Records for this task ::
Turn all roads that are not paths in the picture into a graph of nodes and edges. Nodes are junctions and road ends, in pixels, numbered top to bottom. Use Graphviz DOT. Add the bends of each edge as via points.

* * *

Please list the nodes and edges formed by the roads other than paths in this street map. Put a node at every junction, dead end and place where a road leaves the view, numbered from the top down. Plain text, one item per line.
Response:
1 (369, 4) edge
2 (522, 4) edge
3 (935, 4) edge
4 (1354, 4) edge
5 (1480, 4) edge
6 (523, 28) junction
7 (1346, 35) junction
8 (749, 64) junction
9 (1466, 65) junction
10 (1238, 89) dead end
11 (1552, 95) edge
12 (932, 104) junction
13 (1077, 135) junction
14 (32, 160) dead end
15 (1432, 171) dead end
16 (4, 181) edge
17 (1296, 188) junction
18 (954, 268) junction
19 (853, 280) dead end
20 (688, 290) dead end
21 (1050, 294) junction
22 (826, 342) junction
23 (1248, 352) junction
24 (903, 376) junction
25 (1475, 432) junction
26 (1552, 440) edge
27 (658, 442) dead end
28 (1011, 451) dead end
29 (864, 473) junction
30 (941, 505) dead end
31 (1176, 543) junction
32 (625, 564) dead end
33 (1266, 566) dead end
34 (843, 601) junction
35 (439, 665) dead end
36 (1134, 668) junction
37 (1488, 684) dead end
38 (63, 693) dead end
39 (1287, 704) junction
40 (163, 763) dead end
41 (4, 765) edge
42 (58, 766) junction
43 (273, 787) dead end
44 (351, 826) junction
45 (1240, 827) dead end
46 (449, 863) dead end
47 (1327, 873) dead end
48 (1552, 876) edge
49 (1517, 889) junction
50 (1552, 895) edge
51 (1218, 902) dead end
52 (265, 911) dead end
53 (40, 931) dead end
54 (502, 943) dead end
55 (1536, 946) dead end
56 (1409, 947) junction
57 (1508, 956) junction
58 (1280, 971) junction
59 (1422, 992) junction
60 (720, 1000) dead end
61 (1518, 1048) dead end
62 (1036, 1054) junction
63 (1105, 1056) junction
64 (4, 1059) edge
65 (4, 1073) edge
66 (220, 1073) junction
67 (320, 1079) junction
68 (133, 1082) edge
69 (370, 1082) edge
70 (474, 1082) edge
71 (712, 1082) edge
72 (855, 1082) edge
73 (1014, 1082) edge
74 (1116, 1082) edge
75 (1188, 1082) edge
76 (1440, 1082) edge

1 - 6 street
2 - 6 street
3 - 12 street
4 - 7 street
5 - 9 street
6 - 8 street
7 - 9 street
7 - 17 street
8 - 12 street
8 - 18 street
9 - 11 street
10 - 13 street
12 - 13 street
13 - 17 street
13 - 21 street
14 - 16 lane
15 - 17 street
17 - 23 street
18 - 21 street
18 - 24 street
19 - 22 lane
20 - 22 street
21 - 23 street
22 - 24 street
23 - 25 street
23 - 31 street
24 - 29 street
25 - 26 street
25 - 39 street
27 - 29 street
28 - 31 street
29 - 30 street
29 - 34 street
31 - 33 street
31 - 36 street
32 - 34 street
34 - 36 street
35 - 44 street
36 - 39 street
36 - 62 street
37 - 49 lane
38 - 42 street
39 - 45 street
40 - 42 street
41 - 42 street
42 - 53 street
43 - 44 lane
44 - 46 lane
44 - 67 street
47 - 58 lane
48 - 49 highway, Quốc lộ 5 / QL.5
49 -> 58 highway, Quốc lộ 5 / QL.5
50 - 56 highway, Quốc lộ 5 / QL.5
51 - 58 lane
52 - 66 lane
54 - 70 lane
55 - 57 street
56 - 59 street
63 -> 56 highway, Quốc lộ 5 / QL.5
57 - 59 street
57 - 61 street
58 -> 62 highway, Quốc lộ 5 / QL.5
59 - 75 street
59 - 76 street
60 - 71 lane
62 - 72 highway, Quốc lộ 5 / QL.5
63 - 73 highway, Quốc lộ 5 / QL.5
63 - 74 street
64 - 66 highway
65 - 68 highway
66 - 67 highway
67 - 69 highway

* * *

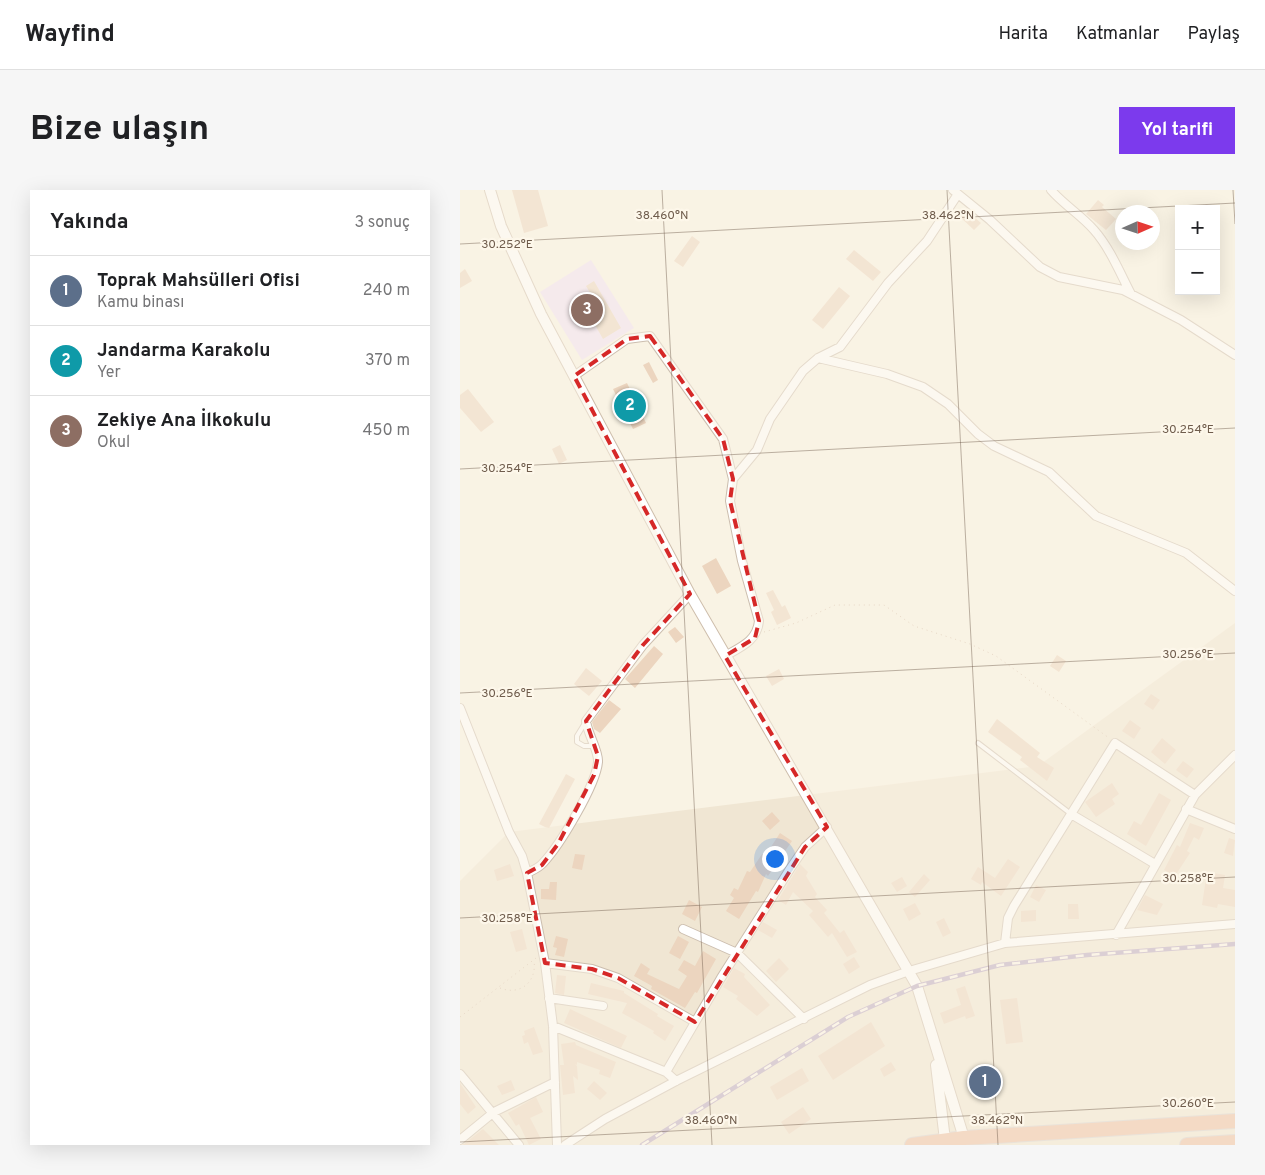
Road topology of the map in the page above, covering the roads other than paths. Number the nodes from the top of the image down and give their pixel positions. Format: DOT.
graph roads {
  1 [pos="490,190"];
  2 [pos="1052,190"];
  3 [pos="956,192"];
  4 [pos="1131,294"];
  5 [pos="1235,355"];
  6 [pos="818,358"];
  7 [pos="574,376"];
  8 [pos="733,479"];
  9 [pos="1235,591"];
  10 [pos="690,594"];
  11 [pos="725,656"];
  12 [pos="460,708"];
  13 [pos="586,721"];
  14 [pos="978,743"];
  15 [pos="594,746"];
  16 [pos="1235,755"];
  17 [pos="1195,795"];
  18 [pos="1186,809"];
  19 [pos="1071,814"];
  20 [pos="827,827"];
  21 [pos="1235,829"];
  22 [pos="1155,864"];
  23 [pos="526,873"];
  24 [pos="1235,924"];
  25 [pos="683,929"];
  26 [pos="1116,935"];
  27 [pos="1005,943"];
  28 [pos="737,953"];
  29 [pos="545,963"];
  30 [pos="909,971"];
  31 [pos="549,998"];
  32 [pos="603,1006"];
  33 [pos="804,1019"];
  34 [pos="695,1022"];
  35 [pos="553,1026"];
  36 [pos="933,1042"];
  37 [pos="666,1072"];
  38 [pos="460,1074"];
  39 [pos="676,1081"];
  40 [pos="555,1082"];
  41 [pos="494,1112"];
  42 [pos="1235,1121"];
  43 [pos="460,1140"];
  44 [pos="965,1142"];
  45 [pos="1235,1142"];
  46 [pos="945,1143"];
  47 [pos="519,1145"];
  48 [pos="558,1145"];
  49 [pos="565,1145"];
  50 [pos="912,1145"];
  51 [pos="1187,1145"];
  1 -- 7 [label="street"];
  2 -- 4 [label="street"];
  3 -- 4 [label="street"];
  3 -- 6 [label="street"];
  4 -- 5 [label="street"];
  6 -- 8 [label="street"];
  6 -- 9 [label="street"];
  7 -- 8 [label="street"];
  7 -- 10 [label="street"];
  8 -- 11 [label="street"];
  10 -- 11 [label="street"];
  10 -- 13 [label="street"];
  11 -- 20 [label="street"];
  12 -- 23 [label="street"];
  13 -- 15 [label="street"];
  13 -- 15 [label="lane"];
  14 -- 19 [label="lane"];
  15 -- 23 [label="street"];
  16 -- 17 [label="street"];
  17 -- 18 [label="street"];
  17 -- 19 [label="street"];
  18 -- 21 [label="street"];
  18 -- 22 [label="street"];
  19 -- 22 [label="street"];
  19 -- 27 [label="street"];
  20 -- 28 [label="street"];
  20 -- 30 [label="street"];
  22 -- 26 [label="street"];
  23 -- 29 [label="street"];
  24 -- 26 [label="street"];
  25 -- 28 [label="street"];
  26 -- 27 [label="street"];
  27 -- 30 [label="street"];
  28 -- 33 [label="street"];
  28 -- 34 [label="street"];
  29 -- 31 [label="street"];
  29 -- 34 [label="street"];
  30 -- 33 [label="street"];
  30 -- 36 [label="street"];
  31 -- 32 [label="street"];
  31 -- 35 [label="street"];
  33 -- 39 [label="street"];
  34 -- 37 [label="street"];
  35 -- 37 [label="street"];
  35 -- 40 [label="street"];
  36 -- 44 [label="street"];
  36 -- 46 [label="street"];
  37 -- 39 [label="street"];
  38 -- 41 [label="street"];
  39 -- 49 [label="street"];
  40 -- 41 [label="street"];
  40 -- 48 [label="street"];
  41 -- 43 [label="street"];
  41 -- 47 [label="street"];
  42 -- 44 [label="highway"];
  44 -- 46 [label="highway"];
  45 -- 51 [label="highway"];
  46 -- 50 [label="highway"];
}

Exercise prompt ::
The answer should consist of all lines from the records above that hold the word "edges".

Your solution ::
Turn all roads that are not paths in the picture into a graph of nodes and edges. Nodes are junctions and road ends, in pixels, numbered top to bottom. Use Graphviz DOT. Add the bends of each edge as via points.
Please list the nodes and edges formed by the roads other than paths in this street map. Put a node at every junction, dead end and place where a road leaves the view, numbered from the top down. Plain text, one item per line.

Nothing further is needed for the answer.